“Departamento jurídico é fonte de recursos para empresas”
Por Gabriel Mandel

http://s.conjur.com.br/img/b/luiz-fernando-ract-camps.pngFonte de receitas, e não de despesas. É assim que o departamento jurídico de uma empresa prestadora de serviços deve ser visto, de acordo com Luiz Fernando Ract Camps, diretor de compliance da Amil/United Health Group. Ao defender essa posição durante palestra na edição de 2013 da Fenalaw, Camps chamou a atenção de quem acompanhava sua fala. Como explica, os gastos com demandas judiciais já estão provisionados.

Ao fechar um acordo por valor menor, a empresa minimiza o valor pago, desafoga o Judiciário e ainda coloca em outro patamar a relação com o cliente, sem o desgaste da briga nos tribunais e a demora na quitação da dívida em caso de condenação. Defensor dos acordos e dos mutirões de conciliação nas demandas de consumo, Camps lamenta que alguns advogados insistam em recusar o acordo e lutem por manter o processo, mesmo contra a vontade do cliente, pois “se a parte demonstra interesse próprio em liquidar a demanda, a decisão não cabe ao advogado”.

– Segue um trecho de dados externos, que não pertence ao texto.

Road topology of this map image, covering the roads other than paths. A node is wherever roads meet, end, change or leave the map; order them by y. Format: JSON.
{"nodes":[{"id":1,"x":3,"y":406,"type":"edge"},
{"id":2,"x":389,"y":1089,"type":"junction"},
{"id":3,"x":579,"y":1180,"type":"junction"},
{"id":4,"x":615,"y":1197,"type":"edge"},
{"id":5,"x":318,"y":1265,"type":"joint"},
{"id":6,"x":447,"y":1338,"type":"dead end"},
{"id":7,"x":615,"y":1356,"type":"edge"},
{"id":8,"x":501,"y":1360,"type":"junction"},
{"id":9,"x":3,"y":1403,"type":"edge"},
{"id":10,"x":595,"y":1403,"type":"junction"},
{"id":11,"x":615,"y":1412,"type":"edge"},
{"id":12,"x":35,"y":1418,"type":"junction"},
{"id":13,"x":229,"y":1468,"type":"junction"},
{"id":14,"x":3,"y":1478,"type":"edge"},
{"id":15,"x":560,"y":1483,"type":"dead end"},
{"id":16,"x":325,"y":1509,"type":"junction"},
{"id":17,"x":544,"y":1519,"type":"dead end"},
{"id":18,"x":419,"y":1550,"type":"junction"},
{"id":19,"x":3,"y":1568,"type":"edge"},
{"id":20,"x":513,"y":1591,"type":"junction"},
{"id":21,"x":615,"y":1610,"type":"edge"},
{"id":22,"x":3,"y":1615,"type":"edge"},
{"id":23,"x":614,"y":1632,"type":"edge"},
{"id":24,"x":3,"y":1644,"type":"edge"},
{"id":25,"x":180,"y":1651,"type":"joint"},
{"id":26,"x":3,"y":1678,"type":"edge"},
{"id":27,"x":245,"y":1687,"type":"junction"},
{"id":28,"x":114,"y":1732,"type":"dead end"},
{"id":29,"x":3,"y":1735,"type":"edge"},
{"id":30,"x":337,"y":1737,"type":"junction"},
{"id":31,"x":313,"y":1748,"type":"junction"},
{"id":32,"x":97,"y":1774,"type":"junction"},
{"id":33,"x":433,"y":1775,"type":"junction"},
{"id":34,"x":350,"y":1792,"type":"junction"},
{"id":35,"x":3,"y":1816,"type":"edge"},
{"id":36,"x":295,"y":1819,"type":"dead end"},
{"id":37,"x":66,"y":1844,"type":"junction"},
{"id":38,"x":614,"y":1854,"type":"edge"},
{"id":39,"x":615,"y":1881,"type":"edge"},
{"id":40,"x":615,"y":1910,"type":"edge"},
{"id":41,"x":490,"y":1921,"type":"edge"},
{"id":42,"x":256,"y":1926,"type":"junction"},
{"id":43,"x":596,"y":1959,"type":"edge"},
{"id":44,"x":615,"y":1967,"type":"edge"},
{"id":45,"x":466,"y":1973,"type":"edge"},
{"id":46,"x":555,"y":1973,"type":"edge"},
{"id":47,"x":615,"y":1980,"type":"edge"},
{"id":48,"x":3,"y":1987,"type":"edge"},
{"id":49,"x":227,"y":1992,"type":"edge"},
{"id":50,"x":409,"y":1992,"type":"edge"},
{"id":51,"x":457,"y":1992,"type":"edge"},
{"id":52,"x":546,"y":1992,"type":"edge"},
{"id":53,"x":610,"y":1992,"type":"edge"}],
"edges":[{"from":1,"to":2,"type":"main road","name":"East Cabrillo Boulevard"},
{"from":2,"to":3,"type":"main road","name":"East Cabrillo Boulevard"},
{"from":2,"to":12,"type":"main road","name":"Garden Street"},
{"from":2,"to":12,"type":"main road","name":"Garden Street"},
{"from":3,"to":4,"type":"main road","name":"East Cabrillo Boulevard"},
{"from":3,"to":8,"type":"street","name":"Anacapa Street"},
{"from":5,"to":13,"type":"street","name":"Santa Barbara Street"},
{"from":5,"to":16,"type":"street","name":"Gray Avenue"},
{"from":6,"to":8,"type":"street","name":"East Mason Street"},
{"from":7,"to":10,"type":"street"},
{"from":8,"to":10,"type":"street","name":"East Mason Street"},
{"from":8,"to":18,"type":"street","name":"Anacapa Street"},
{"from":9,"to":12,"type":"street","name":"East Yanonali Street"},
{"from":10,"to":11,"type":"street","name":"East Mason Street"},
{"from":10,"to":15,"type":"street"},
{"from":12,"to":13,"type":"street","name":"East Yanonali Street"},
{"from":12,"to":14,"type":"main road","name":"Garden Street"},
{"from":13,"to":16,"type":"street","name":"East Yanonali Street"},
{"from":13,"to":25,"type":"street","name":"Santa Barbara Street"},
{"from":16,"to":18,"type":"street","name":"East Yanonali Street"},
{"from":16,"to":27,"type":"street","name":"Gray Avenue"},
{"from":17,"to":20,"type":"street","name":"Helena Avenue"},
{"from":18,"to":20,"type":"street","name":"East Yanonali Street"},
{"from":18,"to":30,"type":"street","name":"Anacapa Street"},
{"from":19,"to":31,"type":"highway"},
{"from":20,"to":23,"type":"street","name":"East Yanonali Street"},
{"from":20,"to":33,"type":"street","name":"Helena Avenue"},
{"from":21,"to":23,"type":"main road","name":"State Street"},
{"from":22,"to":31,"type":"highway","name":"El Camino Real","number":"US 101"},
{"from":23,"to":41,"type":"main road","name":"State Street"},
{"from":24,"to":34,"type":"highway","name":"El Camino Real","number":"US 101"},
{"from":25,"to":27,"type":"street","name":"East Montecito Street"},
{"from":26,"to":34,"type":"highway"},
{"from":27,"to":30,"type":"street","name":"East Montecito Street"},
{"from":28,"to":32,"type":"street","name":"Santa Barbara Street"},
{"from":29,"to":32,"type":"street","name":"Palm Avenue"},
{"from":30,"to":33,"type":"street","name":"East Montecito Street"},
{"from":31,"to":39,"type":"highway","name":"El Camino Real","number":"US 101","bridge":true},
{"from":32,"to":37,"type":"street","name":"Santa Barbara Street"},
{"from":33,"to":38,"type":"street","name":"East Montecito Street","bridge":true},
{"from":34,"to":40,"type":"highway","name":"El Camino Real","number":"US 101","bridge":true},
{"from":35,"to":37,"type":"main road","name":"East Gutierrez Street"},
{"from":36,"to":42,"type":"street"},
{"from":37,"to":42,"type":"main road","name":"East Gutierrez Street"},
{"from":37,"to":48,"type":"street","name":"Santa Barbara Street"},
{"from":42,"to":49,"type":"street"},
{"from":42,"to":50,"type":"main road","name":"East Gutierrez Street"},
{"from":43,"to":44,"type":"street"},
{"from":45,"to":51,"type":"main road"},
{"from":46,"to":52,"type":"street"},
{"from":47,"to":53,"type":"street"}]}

Segundo ele, a mudança na postura dos departamentos jurídicos tem cerca de 20 anos, e exige que os profissionais atuem de forma intensa junto a outros setores da empresa. Ao decidir se apresenta recurso ou não, afirma, o advogado deve levar em conta “o risco envolvido, a efetividade do risco, os cálculos, o impacto. O profissional mede os níveis de discussão e o momento, baseado na decisão econômica, para decidir se entra ou não com recurso”.

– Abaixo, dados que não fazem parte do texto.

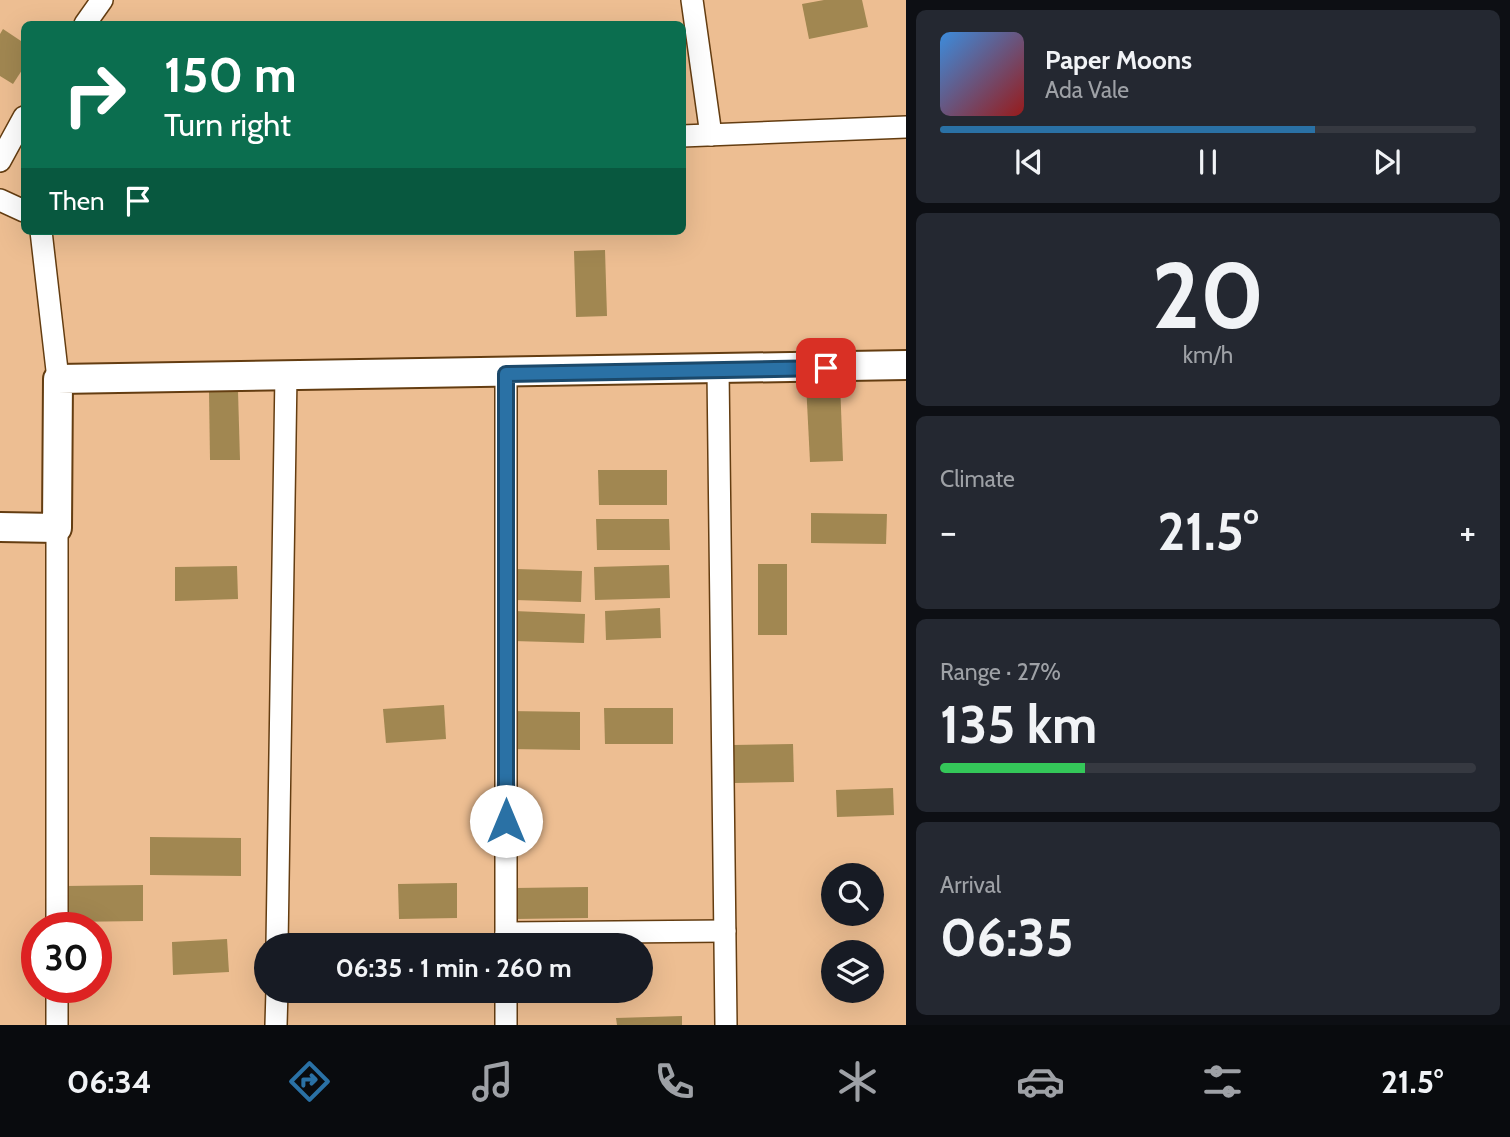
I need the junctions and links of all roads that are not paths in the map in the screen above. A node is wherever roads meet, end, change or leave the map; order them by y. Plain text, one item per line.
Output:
1 (102, 0) edge
2 (692, 0) edge
3 (87, 21) edge
4 (21, 122) edge
5 (906, 127) edge
6 (711, 135) junction
7 (686, 136) edge
8 (0, 161) edge
9 (0, 200) edge
10 (21, 210) edge
11 (41, 235) edge
12 (906, 365) edge
13 (718, 370) junction
14 (286, 374) junction
15 (506, 374) junction
16 (58, 379) junction
17 (0, 527) edge
18 (57, 528) junction
19 (57, 912) edge
20 (725, 931) junction
21 (277, 933) edge
22 (506, 933) edge
23 (653, 934) edge
24 (57, 1003) edge
25 (276, 1003) edge
26 (506, 1003) edge
27 (57, 1025) edge
28 (276, 1025) edge
29 (506, 1025) edge
30 (726, 1025) edge

1 - 3 street
2 - 6 street
4 - 8 street
5 - 6 street
6 - 7 street
9 - 10 street
11 - 16 street
12 - 13 street
13 - 15 street
13 - 20 street
14 - 15 street
14 - 16 street
14 - 21 street
15 - 22 street
16 - 18 street
17 - 18 street
18 - 19 street
20 - 23 street
20 - 30 street
24 - 27 street
25 - 28 street
26 - 29 street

Diretor de Compliance da Amil desde meados de 2013, Luiz Camps classifica a Lei Anticorrupção como “um marco no mercado nacional de autoregulação das empresas e de quem interage com o mercado”, e aponta a necessidade de cada companhia conhecer e controlar de forma adequada os funcionários que a representam, já que o ato de uma pessoa pode provocar danos graves à imagem da empresa, colocando em risco sua credibilidade perante o mercado.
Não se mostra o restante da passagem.